Today the papers report the latest BS to spill forth from our Prime Minister, David Cameron, this time about the film industry (Guardian; Telegraph). Now, David clearly doesn’t know the first thing about the film industry. That’s not to say that I know everything, I absolutely don’t, but there’s some things I do know that make the crap Cameron spewed forth sounds utterly ridiculous.
Here’s how the afore-linked Guardian reports it:
During a visit to Pinewood studios in west London, the prime minister will meet small and medium businesses in the £4.2bn UK film industry, and suggest he supports the expected findings of a review that aims to rebalance the industry’s national lottery funding in favour of supporting independent pictures that have mainstream potential. Successful film companies would receive greater support, rather than government funding going to unproven film-makers.

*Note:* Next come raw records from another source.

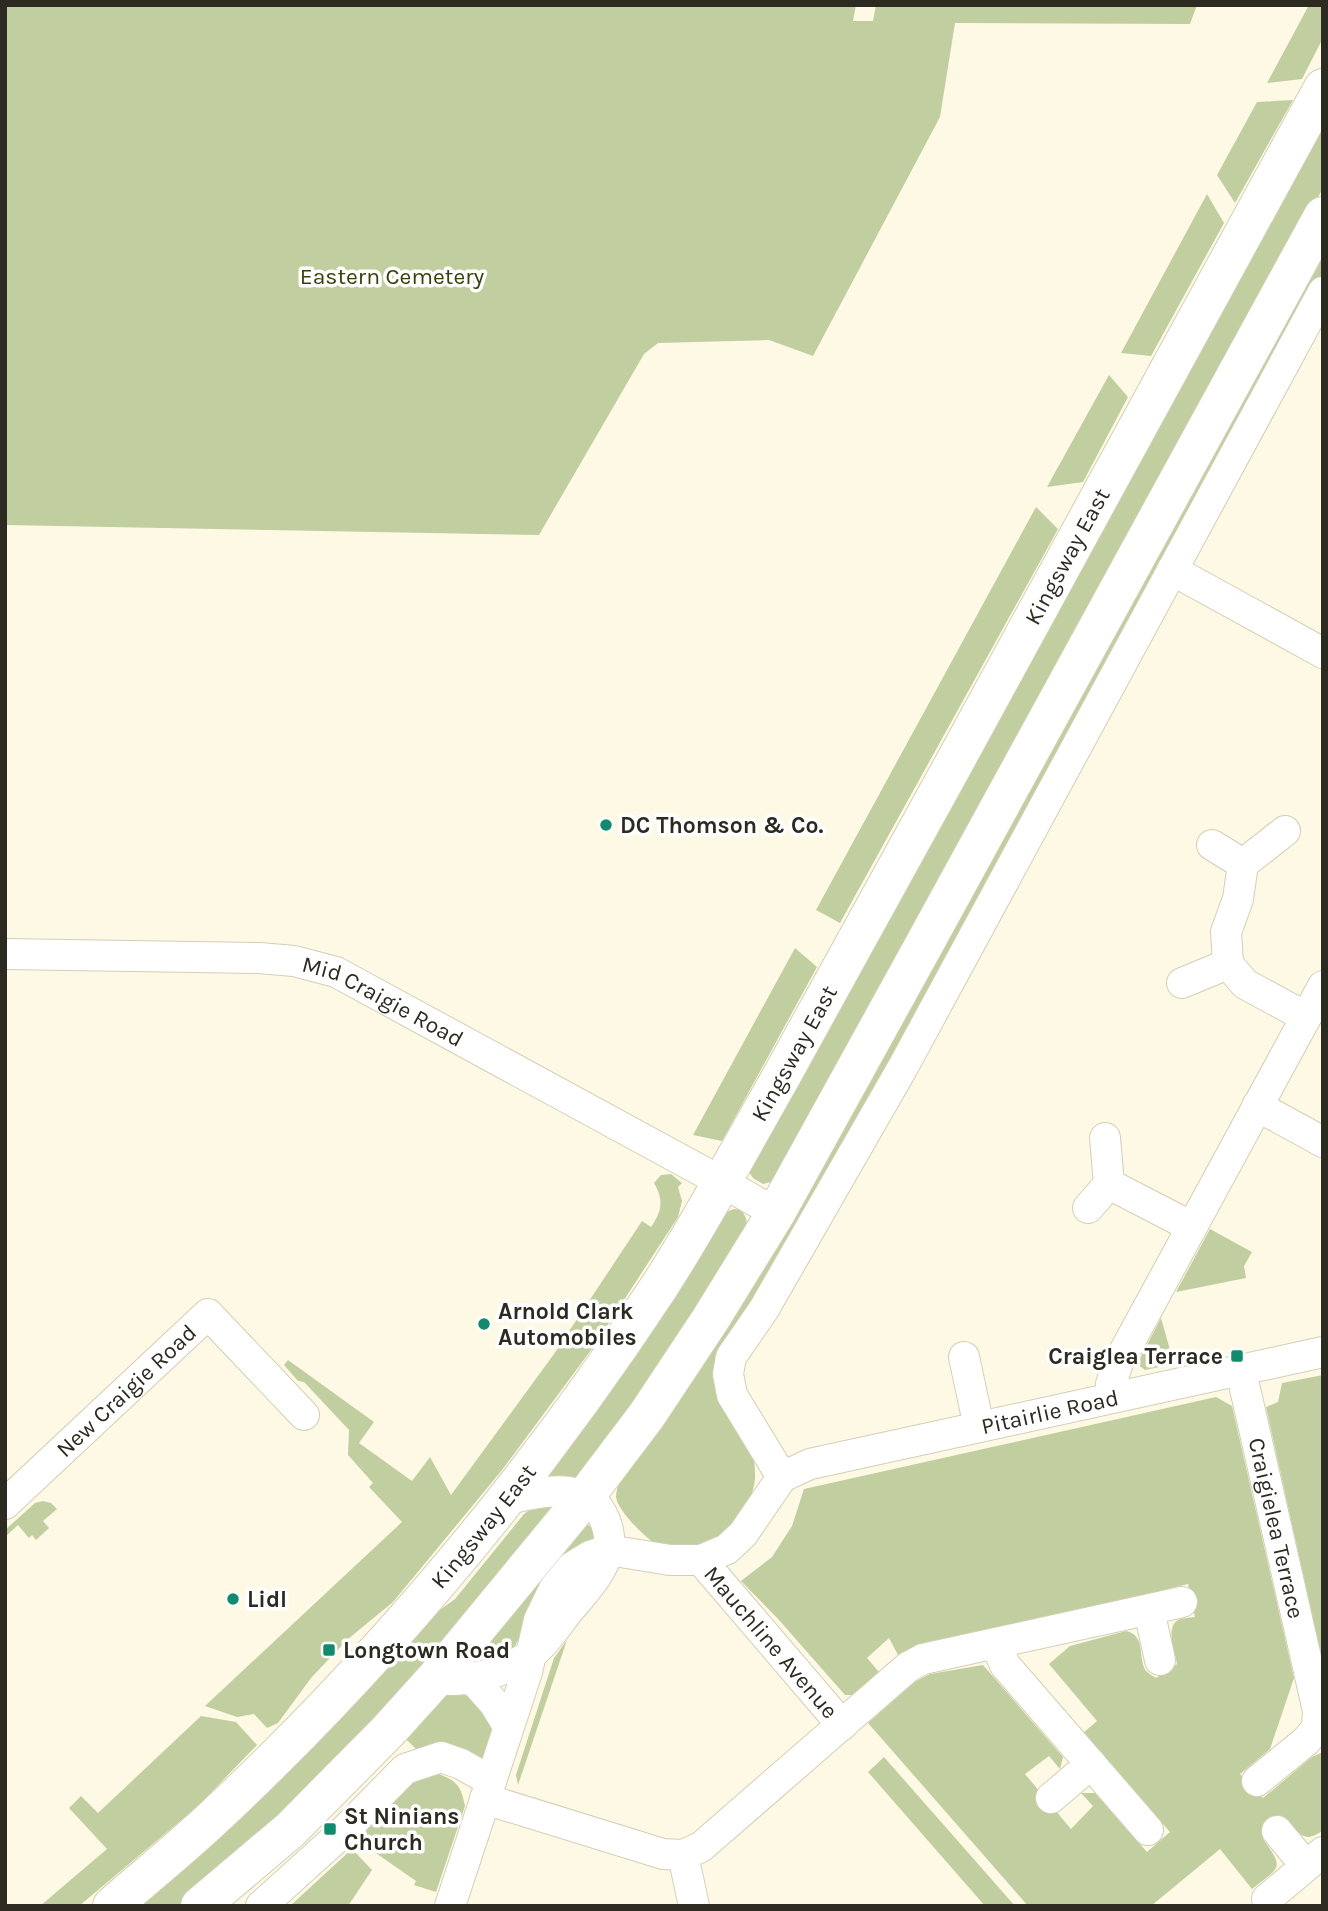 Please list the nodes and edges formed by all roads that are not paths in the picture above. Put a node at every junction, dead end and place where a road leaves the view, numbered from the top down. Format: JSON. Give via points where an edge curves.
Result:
{"nodes":[{"id":1,"x":1323,"y":88,"type":"edge"},
{"id":2,"x":1323,"y":216,"type":"edge"},
{"id":3,"x":1323,"y":292,"type":"edge"},
{"id":4,"x":1172,"y":570,"type":"junction"},
{"id":5,"x":1323,"y":653,"type":"edge"},
{"id":6,"x":1285,"y":831,"type":"dead end"},
{"id":7,"x":1212,"y":845,"type":"dead end"},
{"id":8,"x":1243,"y":864,"type":"junction"},
{"id":9,"x":5,"y":954,"type":"edge"},
{"id":10,"x":1228,"y":964,"type":"junction"},
{"id":11,"x":1182,"y":984,"type":"dead end"},
{"id":12,"x":1323,"y":986,"type":"edge"},
{"id":13,"x":1306,"y":1017,"type":"junction"},
{"id":14,"x":1257,"y":1106,"type":"junction"},
{"id":15,"x":1319,"y":1131,"type":"edge"},
{"id":16,"x":1105,"y":1138,"type":"dead end"},
{"id":17,"x":722,"y":1182,"type":"junction"},
{"id":18,"x":1109,"y":1184,"type":"junction"},
{"id":19,"x":1088,"y":1208,"type":"dead end"},
{"id":20,"x":776,"y":1213,"type":"junction"},
{"id":21,"x":1192,"y":1227,"type":"junction"},
{"id":22,"x":1323,"y":1352,"type":"edge"},
{"id":23,"x":964,"y":1357,"type":"dead end"},
{"id":24,"x":1241,"y":1371,"type":"junction"},
{"id":25,"x":1113,"y":1397,"type":"junction"},
{"id":26,"x":304,"y":1415,"type":"dead end"},
{"id":27,"x":979,"y":1427,"type":"junction"},
{"id":28,"x":782,"y":1478,"type":"junction"},
{"id":29,"x":585,"y":1497,"type":"junction"},
{"id":30,"x":504,"y":1500,"type":"junction"},
{"id":31,"x":5,"y":1504,"type":"edge"},
{"id":32,"x":608,"y":1550,"type":"junction"},
{"id":33,"x":701,"y":1560,"type":"junction"},
{"id":34,"x":1182,"y":1602,"type":"dead end"},
{"id":35,"x":1149,"y":1610,"type":"junction"},
{"id":36,"x":996,"y":1644,"type":"junction"},
{"id":37,"x":529,"y":1656,"type":"junction"},
{"id":38,"x":1160,"y":1660,"type":"dead end"},
{"id":39,"x":453,"y":1678,"type":"junction"},
{"id":40,"x":842,"y":1725,"type":"junction"},
{"id":41,"x":508,"y":1726,"type":"junction"},
{"id":42,"x":1320,"y":1729,"type":"edge"},
{"id":43,"x":1091,"y":1764,"type":"junction"},
{"id":44,"x":1257,"y":1781,"type":"dead end"},
{"id":45,"x":488,"y":1790,"type":"junction"},
{"id":46,"x":1051,"y":1798,"type":"dead end"},
{"id":47,"x":1148,"y":1830,"type":"dead end"},
{"id":48,"x":1278,"y":1831,"type":"dead end"},
{"id":49,"x":683,"y":1856,"type":"junction"},
{"id":50,"x":1315,"y":1859,"type":"edge"},
{"id":51,"x":1267,"y":1899,"type":"dead end"},
{"id":52,"x":111,"y":1906,"type":"edge"},
{"id":53,"x":200,"y":1906,"type":"edge"},
{"id":54,"x":261,"y":1906,"type":"edge"},
{"id":55,"x":450,"y":1906,"type":"edge"},
{"id":56,"x":694,"y":1906,"type":"edge"}],
"edges":[{"from":1,"to":17,"type":"highway","name":"Kingsway East"},
{"from":2,"to":20,"type":"highway"},
{"from":3,"to":4,"type":"street"},
{"from":4,"to":5,"type":"street"},
{"from":4,"to":28,"type":"street","via":[[903,1066],[764,1309],[731,1357],[732,1395]]},
{"from":6,"to":8,"type":"street"},
{"from":7,"to":8,"type":"street"},
{"from":8,"to":10,"type":"street","via":[[1238,899],[1226,932]]},
{"from":9,"to":17,"type":"street","name":"Mid Craigie Road","via":[[259,958],[336,972]]},
{"from":10,"to":11,"type":"street"},
{"from":10,"to":13,"type":"street","via":[[1245,984]]},
{"from":12,"to":13,"type":"street"},
{"from":13,"to":14,"type":"street"},
{"from":14,"to":15,"type":"street"},
{"from":14,"to":21,"type":"street"},
{"from":16,"to":18,"type":"street"},
{"from":17,"to":20,"type":"street","name":"Mid Craigie Road"},
{"from":17,"to":30,"type":"highway","name":"Kingsway East","via":[[660,1285],[578,1405]]},
{"from":18,"to":19,"type":"street"},
{"from":18,"to":21,"type":"street"},
{"from":20,"to":29,"type":"highway","via":[[654,1404]]},
{"from":21,"to":25,"type":"street","via":[[1118,1363],[1111,1384]]},
{"from":22,"to":24,"type":"street","name":"Pitairlie Road"},
{"from":23,"to":27,"type":"street"},
{"from":24,"to":25,"type":"street","name":"Pitairlie Road"},
{"from":24,"to":42,"type":"street","name":"Craigielea Terrace"},
{"from":25,"to":27,"type":"street","name":"Pitairlie Road"},
{"from":26,"to":31,"type":"street","name":"New Craigie Road","via":[[208,1314]]},
{"from":27,"to":28,"type":"street","name":"Pitairlie Road","via":[[810,1464]]},
{"from":28,"to":33,"type":"street","via":[[743,1534],[727,1549]]},
{"from":29,"to":30,"type":"street","via":[[556,1491]]},
{"from":29,"to":32,"type":"street","via":[[598,1506],[608,1524]]},
{"from":29,"to":39,"type":"highway"},
{"from":30,"to":52,"type":"highway","name":"Kingsway East","via":[[345,1686],[208,1822]]},
{"from":32,"to":33,"type":"street"},
{"from":32,"to":37,"type":"street","via":[[596,1576]]},
{"from":33,"to":40,"type":"street","name":"Mauchline Avenue"},
{"from":34,"to":35,"type":"street"},
{"from":35,"to":36,"type":"street"},
{"from":35,"to":38,"type":"street"},
{"from":36,"to":40,"type":"street","via":[[923,1659]]},
{"from":36,"to":43,"type":"street","via":[[1005,1665]]},
{"from":37,"to":39,"type":"street","via":[[506,1667]]},
{"from":37,"to":41,"type":"street"},
{"from":39,"to":41,"type":"street","via":[[494,1703]]},
{"from":39,"to":53,"type":"highway","via":[[389,1730],[290,1830]]},
{"from":40,"to":49,"type":"street","via":[[701,1847]]},
{"from":41,"to":45,"type":"street"},
{"from":42,"to":44,"type":"street","name":"Craigielea Terrace"},
{"from":43,"to":46,"type":"street"},
{"from":43,"to":47,"type":"street"},
{"from":45,"to":49,"type":"street","via":[[663,1854]]},
{"from":45,"to":54,"type":"street","via":[[461,1764],[442,1758],[405,1769]]},
{"from":45,"to":55,"type":"street"},
{"from":48,"to":50,"type":"street"},
{"from":49,"to":56,"type":"street"},
{"from":50,"to":51,"type":"street"}]}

What he’s basically saying is that only films that are going to do well at the box office should be getting funding, because that will solve everything.
Except it won’t solve anything at all. In fact, it’s literally impossible to achieve in the first place. What David Cameron clearly has no idea about (amongst many, many things) is that in the movie industry…
“Nobody Knows Anything”
William Goldman, movie screenwriter extraordinaire, famously stated this in the opening chapters of his book, Adventures in the Screen Trade. It refers simply to the fact that you can write a movie, cast a movie, make a movie and promote a movie, but until it gets released to the public, nobody knows anything whatsoever about how successful it will be.
Now there are executives around the world who think that actually they do know. Of course they think that, or else nobody would be funding any movies at all. Executives with the purse strings make assessments on the likely success of a movie and weigh that against how much money they’re going to put in and make a judgement on the risk involved.
The problem is that no matter how experienced they are, and how many successes they’ve had in the past, they still don’t actually know. Movies that were expected to soar actually bomb all the time. And movies that came from nowhere can go on to capture the zeitgeist and the public’s attention in ways nobody ever predicted.
So what Cameron has done is weigh in on a problem he knows absolutely nothing about, by making out like he actually has the solution. And the solution is:
(and I’m paraphrasing)
“Only fund movies that are going to make money.”
Brilliant, Dave. Just one question: how are we going to know what those movies are, exactly?
Actually, two questions. Second question: doesn’t this clever idea lead us gayly into the gaping maw of Blockbusterland, where only the loudest, flashiest, most anodyne films ever get made because they most closely match the depressing monotony of Hollywood’s annual summer release schedule?
And once we’re there, how is that going to make it ultimately easier for Britain to support the creation of the sorts of thoughtful, intelligent movies that the medium, and Britain in particular, can do so well? This decision of Cameron’s (I keep saying it’s his decision but in fact he’s actually just supporting some other investigation that has come to this conclusion, and will no doubt have been advised to do so because it might make him look more like he’s down in the trenches sticking up for the Brits he’s supposed to be governing) just bolsters the notion that only blockbusters can be counted on, which in turn drives more creative films even further into the styx (that’s if they can even get funding any more), which means they make even less money, and so on.
I have no easy answers. But the one thing I do know is that nobody knows anything, and that Cameron’s idea that we should only fund films that will make money is in fact an empty series of words designed to make him look like he’s got a plan; this isn’t it.